## Your instructions
Counting only lines below that contain the string "ЮБІЛЕЙНАЯ", give the total as a single number.

## Supplied material
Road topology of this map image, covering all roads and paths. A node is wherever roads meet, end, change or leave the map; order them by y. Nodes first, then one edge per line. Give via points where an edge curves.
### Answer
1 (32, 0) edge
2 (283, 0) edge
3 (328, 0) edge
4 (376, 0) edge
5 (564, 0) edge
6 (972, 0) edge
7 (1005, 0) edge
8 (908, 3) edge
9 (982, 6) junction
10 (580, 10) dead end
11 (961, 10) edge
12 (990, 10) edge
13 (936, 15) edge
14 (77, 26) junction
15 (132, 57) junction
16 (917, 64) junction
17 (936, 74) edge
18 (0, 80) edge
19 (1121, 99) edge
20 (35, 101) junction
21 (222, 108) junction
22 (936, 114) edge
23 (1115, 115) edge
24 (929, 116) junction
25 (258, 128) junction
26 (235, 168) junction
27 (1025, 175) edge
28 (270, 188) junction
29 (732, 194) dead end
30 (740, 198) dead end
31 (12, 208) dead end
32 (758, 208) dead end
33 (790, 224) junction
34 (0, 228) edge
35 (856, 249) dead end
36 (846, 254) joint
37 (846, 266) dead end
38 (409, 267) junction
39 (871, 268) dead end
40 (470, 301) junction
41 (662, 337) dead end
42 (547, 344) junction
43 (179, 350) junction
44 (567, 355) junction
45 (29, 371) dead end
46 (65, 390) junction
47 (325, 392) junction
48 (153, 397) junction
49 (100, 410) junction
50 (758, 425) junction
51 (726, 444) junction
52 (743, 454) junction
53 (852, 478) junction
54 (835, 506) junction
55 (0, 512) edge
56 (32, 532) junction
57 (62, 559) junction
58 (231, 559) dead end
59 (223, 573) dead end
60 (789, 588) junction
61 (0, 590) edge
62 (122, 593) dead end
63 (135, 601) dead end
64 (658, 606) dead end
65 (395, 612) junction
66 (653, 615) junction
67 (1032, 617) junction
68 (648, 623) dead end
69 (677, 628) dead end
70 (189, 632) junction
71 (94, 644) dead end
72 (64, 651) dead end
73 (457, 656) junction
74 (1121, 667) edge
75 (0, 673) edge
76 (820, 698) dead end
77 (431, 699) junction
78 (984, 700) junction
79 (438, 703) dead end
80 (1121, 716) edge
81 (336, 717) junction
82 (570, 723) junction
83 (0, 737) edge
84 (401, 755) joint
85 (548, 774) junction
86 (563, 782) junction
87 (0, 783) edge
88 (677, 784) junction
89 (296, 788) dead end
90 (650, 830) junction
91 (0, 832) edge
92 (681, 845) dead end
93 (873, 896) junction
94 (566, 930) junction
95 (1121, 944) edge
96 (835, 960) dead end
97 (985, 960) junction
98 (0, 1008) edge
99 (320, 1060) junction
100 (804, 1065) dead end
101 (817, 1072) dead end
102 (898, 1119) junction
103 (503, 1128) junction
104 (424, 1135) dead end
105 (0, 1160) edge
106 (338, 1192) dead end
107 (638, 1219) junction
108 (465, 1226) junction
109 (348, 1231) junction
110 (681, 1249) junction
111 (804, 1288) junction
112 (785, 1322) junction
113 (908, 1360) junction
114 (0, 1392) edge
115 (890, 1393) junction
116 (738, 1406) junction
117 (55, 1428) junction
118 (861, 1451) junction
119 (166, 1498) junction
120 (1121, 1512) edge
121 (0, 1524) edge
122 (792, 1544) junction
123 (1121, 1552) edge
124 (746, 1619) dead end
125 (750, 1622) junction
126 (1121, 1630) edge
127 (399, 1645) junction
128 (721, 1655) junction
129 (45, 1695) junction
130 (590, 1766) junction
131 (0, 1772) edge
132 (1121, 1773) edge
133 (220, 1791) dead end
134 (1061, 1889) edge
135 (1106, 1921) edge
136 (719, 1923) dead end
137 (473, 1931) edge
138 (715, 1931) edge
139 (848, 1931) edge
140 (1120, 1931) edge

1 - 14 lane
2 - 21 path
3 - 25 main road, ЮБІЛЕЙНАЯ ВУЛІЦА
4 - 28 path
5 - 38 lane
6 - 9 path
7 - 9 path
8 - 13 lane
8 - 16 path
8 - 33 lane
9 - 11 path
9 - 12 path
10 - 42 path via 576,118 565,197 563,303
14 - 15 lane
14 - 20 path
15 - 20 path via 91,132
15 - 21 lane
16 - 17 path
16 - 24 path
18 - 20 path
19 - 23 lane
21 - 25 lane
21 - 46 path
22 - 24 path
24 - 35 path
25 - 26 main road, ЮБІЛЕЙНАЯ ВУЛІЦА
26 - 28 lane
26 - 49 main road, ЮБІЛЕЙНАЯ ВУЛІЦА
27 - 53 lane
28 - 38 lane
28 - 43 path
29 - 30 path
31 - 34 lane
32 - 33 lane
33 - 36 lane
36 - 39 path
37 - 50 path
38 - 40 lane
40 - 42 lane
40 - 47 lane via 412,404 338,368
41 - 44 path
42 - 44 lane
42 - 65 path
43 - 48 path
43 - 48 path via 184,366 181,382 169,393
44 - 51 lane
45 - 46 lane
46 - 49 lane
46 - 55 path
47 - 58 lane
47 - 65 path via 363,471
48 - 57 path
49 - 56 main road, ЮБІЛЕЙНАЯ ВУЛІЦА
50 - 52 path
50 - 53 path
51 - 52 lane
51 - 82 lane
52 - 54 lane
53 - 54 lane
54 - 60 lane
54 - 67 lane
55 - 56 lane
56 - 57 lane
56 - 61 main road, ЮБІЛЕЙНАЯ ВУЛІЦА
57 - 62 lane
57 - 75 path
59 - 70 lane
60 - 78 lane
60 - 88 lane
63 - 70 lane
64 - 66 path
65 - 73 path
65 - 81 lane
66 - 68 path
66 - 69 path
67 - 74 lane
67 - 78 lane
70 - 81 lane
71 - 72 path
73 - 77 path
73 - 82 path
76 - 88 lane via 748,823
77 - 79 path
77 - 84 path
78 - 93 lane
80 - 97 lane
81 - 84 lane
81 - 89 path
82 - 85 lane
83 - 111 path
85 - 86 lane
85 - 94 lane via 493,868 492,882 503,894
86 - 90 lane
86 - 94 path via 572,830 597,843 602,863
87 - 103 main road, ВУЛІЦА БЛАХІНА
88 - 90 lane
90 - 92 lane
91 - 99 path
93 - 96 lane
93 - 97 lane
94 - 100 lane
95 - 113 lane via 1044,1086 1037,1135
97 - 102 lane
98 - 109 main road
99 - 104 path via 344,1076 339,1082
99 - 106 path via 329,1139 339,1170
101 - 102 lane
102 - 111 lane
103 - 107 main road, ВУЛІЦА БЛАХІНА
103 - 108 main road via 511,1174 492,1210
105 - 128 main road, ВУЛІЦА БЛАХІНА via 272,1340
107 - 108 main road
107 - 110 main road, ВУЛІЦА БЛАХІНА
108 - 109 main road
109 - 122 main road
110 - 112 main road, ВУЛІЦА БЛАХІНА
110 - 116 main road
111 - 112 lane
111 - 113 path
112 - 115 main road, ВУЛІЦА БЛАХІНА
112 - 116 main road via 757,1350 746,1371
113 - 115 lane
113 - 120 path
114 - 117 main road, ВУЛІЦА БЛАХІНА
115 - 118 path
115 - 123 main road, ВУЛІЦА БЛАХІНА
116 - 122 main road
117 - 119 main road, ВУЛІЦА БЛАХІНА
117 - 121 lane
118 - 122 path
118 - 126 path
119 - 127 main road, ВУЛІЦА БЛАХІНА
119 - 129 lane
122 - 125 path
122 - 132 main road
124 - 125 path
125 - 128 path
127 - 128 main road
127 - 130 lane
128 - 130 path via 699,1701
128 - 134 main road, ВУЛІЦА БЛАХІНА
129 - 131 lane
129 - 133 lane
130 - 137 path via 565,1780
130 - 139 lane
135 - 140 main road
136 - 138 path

## Result of the exercise
5